More specifically, when the aliphatic diamine component is composed of a carbon chain having 5 to 11 carbon atoms, 50-1 mol% of terephthalic acid component may be contained in the dicarboxylic acid component, and other components include a second aromatic dicarboxylic acid component and an aliphatic dicarboxylic acid. It may be any of the components or mixtures thereof.

More specifically, when composed of a short molded carbon chain having 5 to 7 carbon atoms of an aliphatic diamine component, 50 to 85 mol% of terephthalic acid component may be contained in the dicarboxylic acid component. Therefore, the dicarboxylic acid component may contain 50 to 15 mol% of other dicarboxylic acid components, and the other component may be any of a second aromatic dicarboxylic acid component, an aliphatic dicarboxylic acid component, or a mixture thereof.

When the aliphatic diamine component is prepared with a carbon chain of 6 to 11 carbon atoms, preferably 6 to 10 carbon atoms, 50 to 100 mol% of the terephthalic acid component is preferably contained in the dicarboxylic acid component. Therefore, the dicarboxylic acid component may contain 50 to 1 mol% of other dicarboxylic acid components, and the other component may be any of a second aromatic dicarboxylic acid component, an aliphatic dicarboxylic acid component, or a mixture thereof.

On the other hand, when the aliphatic diamine component is composed of a relatively long carbon chain having 10 to 18 carbon atoms, 75 to 100 mol% of the terephthalic acid component is preferably contained in the dicarboxylic acid component. Therefore, the dicarboxylic acid component may contain 25 to 0 mol% of other dicarboxylic acid components, and the other component may be any one of a second aromatic dicarboxylic acid component, an aliphatic dicarboxylic acid component, or a mixture thereof.

As described above, when the amount of terephthalic acid component, other aromatic dicarboxylic acid component and aliphatic dicarboxylic acid component in the dicarboxylic acid component is specified according to the carbon number in the aliphatic diamine component, the final resin composition is not only moldable, but also the molded article produced therefrom is highly It has heat resistance, high heat deterioration resistance and high heat deflection temperature, and also has excellent mechanical properties such as elastic strength or wear resistance.

The diamine component may contain an aromatic diamine component in addition to the alkylene diamine component. Examples of such aromatic diamine components include m-cidiamine or p-crylene diamine.

The polyamide resin used in the composition of the present invention has an intrinsic viscosity [η] of usually 0.5 dl / g or less and most preferably 0.7 to 3.0 dl / g as measured in concentrated sulfuric acid at 30 ° C.

The polyamide resins mentioned above have already been described, for example, in P. W. Morgan, Polymer Reviews, 10, Condensation Polymers by Interfacial and Solution Methods, Interscience Publishers (1965) or Makeromol.
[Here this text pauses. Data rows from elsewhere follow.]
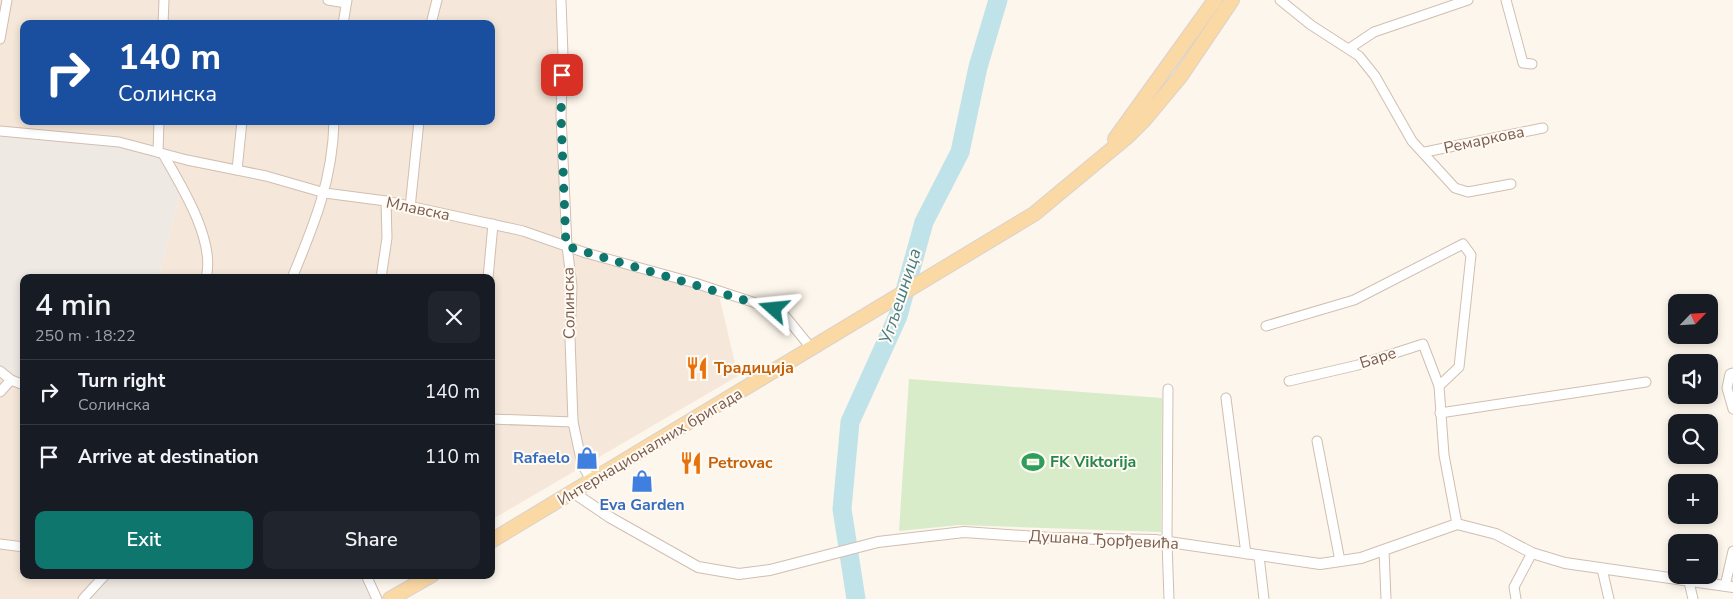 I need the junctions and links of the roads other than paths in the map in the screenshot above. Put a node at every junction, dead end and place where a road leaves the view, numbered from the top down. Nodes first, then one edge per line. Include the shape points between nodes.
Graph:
1 (7, 0) edge
2 (164, 0) edge
3 (328, 0) edge
4 (437, 0) edge
5 (561, 0) edge
6 (1215, 0) edge
7 (1232, 0) edge
8 (1280, 0) edge
9 (1468, 0) edge
10 (1506, 0) edge
11 (347, 2) edge
12 (164, 20) edge
13 (344, 20) edge
14 (432, 20) edge
15 (0, 39) edge
16 (1350, 48) junction
17 (1532, 64) dead end
18 (159, 125) edge
19 (242, 125) edge
20 (334, 125) edge
21 (418, 125) edge
22 (1544, 128) dead end
23 (0, 131) edge
24 (1106, 152) junction
25 (1425, 152) junction
26 (161, 153) junction
27 (237, 170) junction
28 (1511, 184) dead end
29 (325, 192) junction
30 (386, 201) junction
31 (410, 208) junction
32 (493, 224) junction
33 (566, 246) junction
34 (206, 274) edge
35 (294, 274) edge
36 (382, 274) edge
37 (488, 274) edge
38 (1266, 326) dead end
39 (812, 349) junction
40 (0, 372) edge
41 (1733, 373) edge
42 (11, 380) junction
43 (1289, 381) dead end
44 (1646, 382) dead end
45 (20, 383) edge
46 (1439, 386) junction
47 (1168, 388) dead end
48 (0, 392) edge
49 (1226, 398) dead end
50 (1733, 409) edge
51 (1440, 413) junction
52 (495, 419) edge
53 (573, 422) junction
54 (1317, 441) dead end
55 (592, 482) junction
56 (574, 493) junction
57 (1457, 524) junction
58 (495, 539) edge
59 (1167, 542) junction
60 (0, 544) edge
61 (20, 546) edge
62 (1384, 550) junction
63 (1733, 551) edge
64 (1532, 553) junction
65 (1246, 554) junction
66 (1259, 556) junction
67 (1340, 561) junction
68 (1602, 569) junction
69 (94, 579) edge
70 (102, 579) edge
71 (368, 579) edge
72 (425, 579) edge
73 (1668, 579) edge
74 (1689, 584) edge
75 (1705, 584) edge
76 (1729, 587) edge
77 (92, 590) junction
78 (83, 599) edge
79 (377, 599) edge
80 (390, 599) edge
81 (1170, 599) edge
82 (1264, 599) edge
83 (1386, 599) edge
84 (1516, 599) edge
85 (1609, 599) edge
86 (1693, 599) edge

1 - 15 street
2 - 12 street
3 - 11 street
4 - 14 street
5 - 33 street, Солинска
6 - 24 main road, Интернационалних бригада
7 - 24 main road, Интернационалних бригада via 1162,99 1128,136
8 - 16 street via 1311,25
9 - 16 street via 1374,32
10 - 17 street via 1523,63
11 - 13 street
16 - 25 street via 1367,65 1412,141
18 - 26 street
19 - 27 street
20 - 29 street via 332,159
21 - 31 street
22 - 25 street, Ремаркова
23 - 26 street, Млавска via 118,142
24 - 39 main road, Интернационалних бригада via 1029,217
25 - 28 street via 1450,183 1461,191
26 - 27 street, Млавска
26 - 34 street via 186,194 206,245
27 - 29 street, Млавска
29 - 30 street, Млавска
29 - 35 street
30 - 31 street, Млавска
30 - 36 street via 387,238
31 - 32 street, Млавска
32 - 33 street, Млавска
32 - 37 street
33 - 39 street, Млавска via 774,309 786,316
33 - 53 street, Солинска via 572,286
38 - 46 street via 1354,300 1463,244 1471,255 1459,367
39 - 55 main road, Интернационалних бригада
40 - 42 street
41 - 50 street via 1727,388
42 - 45 street
42 - 48 street
43 - 46 street, Баре via 1358,365 1423,344
44 - 51 street
46 - 51 street
47 - 59 street
49 - 65 street
51 - 57 street
52 - 53 street
53 - 55 street, Солинска via 582,464
54 - 67 street
55 - 56 main road, Интернационалних бригада
56 - 58 main road, Интернационалних бригада
56 - 59 street, Душана Ђорђевића via 611,518 698,567 739,574 770,570 878,542 964,532
57 - 62 street, Душана Ђорђевића
57 - 64 street via 1496,534
59 - 65 street, Душана Ђорђевића
59 - 81 street
60 - 61 street
62 - 67 street, Душана Ђорђевића
62 - 83 street
63 - 76 street
64 - 68 street
64 - 84 street via 1514,587
65 - 66 street, Душана Ђорђевића
66 - 67 street, Душана Ђорђевића via 1320,564
66 - 82 street
68 - 73 street
68 - 85 street
69 - 77 street
70 - 77 street
71 - 79 street
72 - 80 main road
74 - 86 street
75 - 76 street
77 - 78 street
As disclosed in Chem., 47 93-113 (1961), it can be prepared by condensation polymerization in a solution of dicarboxylic acid halide and diamine corresponding to dicarboxylic acid and diamine component. The aforementioned polyamide resin can also be produced by the above-described interfacial method.

The polyamide resin is also prepared by melting method, i.e., polycondensation of aromatic dicarboxylic acid and diamine or polyamide salts thereof corresponding to the aromatic dicarboxylic acid component and diamine component, respectively, in the presence or absence of a solvent such as water. You may. Another method is to prepare an oligomer first by, for example, a solution method and then polycondense the oligomer into a solid phase.
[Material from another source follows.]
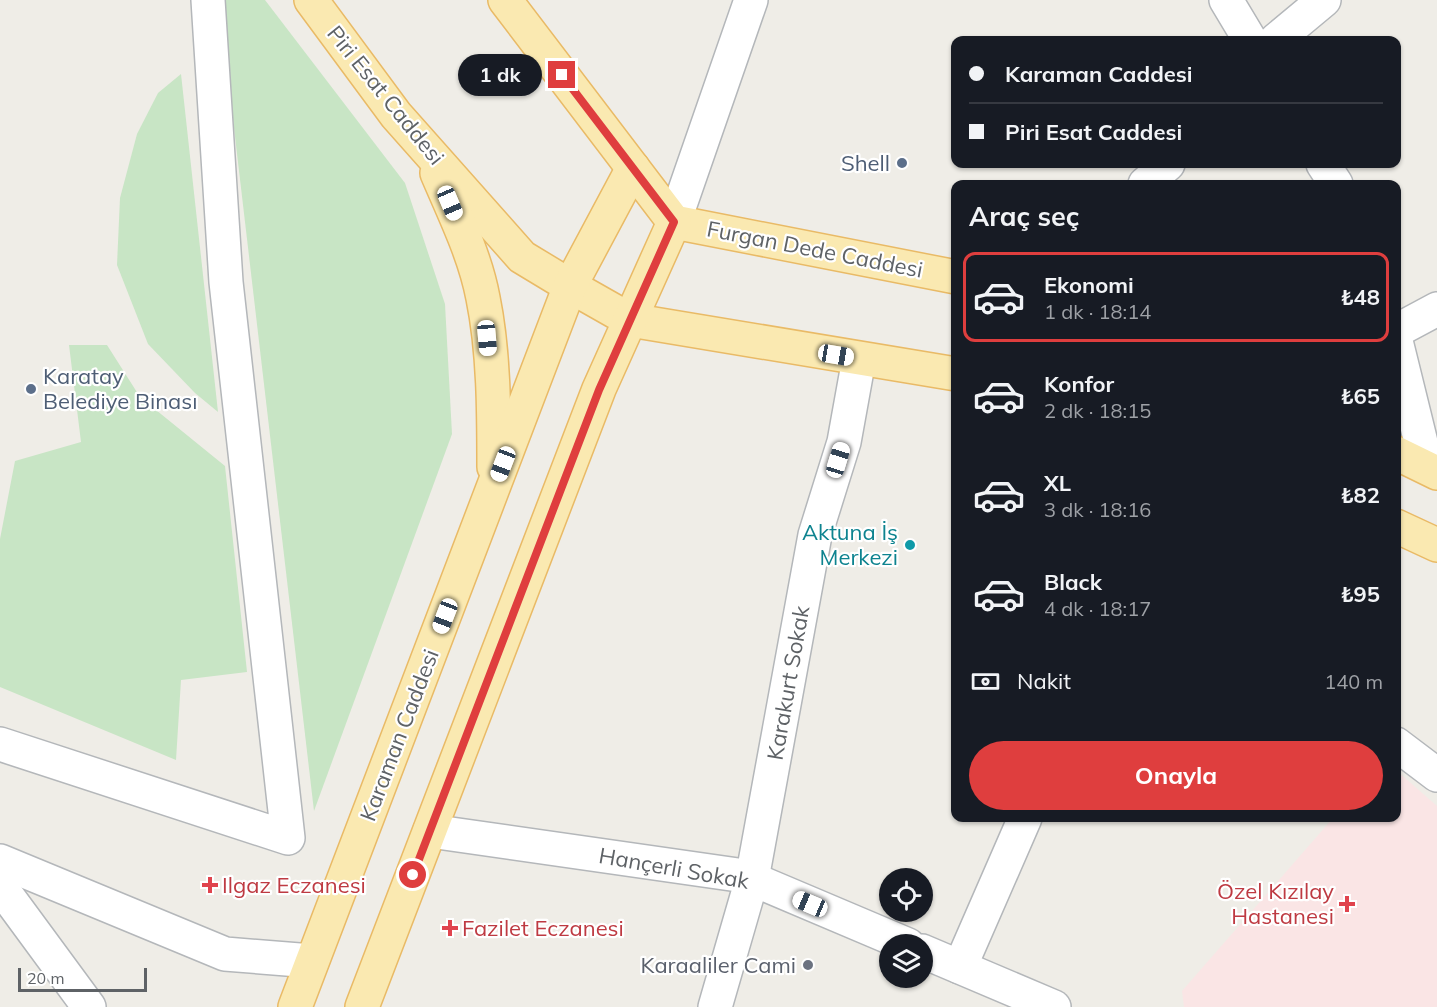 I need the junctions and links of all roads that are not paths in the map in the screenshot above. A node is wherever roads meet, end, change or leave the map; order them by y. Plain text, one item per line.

The polyamide resin composition of the present invention may optionally contain reinforcing fibers to have higher heat resistance and rigidity. As the reinforcing fibers, for example, various organic fibers and inorganic fibers such as glass fibers, carbon fibers, potassium titanate fibers, willlastonite, ceramic fibers, metal coated glass fibers, metal carbide fibers or metal fibers may be used. Inorganic fibers are good because of their high heat resistance, in particular glass fibers are good because of the high strengthening effect. The reinforcing fibers can be pretreated as silane binders such as vinyltriethoxysilane, 2-aminopropyltriethoxysilane, 2-glycidoxypropyltrimethoxysilane, and the like.

The reinforcing fibers may be contained in the composition in an amount of usually about 200 parts by weight or less, preferably 150 parts by weight or less, based on 100 parts by weight of the aromatic polyamide resin. If the excess amount is used, the fluidity of the composition is reduced, making molding difficult.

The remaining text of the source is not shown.